Algunos dicen que parezco una sonámbula, pero yo más bien creo que hago funambulismo. Dicen que mi carne quema la pantalla, pero yo me observo y tengo la sensación de tener una piel por la que sólo resbalan escalofríos. Al menos, eso es lo que siento cuando me acarician. Nunca he vivido mucho tiempo en la misma casa. Me gusta cambiar de domicilio. Creo que tengo mucho estilo cuando me despido. Es lo que mejor se me da. Decir adiós. A los otros y a mí misma. Desaparecer por una esquina. A veces miento y digo que odio decir adiós, pero no es cierto porque sé que todos se apenan cuando me marcho y eso me gusta.
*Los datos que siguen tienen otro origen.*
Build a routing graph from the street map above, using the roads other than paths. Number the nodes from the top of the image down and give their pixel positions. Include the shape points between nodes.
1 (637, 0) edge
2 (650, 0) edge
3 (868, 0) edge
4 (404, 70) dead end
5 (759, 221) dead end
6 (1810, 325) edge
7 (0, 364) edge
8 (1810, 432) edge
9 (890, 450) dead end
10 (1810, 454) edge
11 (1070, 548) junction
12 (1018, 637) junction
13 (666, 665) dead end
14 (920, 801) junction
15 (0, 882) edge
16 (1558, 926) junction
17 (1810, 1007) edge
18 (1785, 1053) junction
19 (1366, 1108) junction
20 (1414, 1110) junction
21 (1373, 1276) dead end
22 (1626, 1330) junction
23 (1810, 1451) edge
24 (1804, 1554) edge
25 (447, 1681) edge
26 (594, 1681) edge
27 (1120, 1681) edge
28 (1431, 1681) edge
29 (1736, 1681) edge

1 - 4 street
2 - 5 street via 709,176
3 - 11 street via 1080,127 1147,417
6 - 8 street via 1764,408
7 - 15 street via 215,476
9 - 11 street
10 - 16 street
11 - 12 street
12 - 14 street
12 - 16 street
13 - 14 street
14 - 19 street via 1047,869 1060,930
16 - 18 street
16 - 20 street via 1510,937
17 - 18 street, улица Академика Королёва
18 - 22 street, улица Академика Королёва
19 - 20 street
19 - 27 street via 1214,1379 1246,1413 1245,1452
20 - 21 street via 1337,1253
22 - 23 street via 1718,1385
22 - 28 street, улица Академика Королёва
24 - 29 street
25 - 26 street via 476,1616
No es muy original decir que nunca he sido feliz, pero eso no impide que algunos días esté contenta. En eso me parezco a Sylvia Plath, claro que las dos somos un poco inestables y neuróticas. Ahora estamos muertas y dicen que éramos bipolares. No me desagrada la palabra. Bipolar. Suena a bañista luchando contra la corriente. Sé que es una asociación extraña, pero mi mente es distinta. Funciona de otra manera. De hecho, cuando pienso en mí, surge una combinación numérica: 94-53-89. Ese número es todo lo que soy. Bueno, sin tacones, mido 1’68. También soy eso: 1’68, pero a al lado de mi amigo Truman Capote parezco mucho más alta. Claro que el mide 1’60. Si fuera buena con las matemáticas, podría hacer malabarismos y obtener algo revelador con esos números, pero sólo sé lo elemental y no logro descifrar el acertijo. Sé que detrás de esos números, está mi alma, esperando que alguien la rescate, pero hasta ahora nadie lo ha intentado con todo su corazón. Siempre tuve la sensación de ser algo frágil, a punto de romperse.
Me gustan los perros y los caballos. Odio a los que los maltratan. Me gusta leer, pero nunca termino los libros. Si llego al final, tendré que decir adiós, pero no se tratará de un adiós cualquiera. Ya he dicho que soy capaz de decir adiós con mucho estilo, pero en las últimas páginas de un libro se agazapa la muerte. Si me acercó hasta allí, será mi perdición. No quedará nada. Será la toma definitiva, la que me hará desaparecer para siempre. Ni siquiera seré una niña muerta. Perderé mi tumba fría desde la que observo el cielo. Será como enfrentarse a la cámara después de un prolongado insomnio. El objetivo me quemará, mi carne arderá como papel de seda. Por eso, nunca leeré la palabra fin.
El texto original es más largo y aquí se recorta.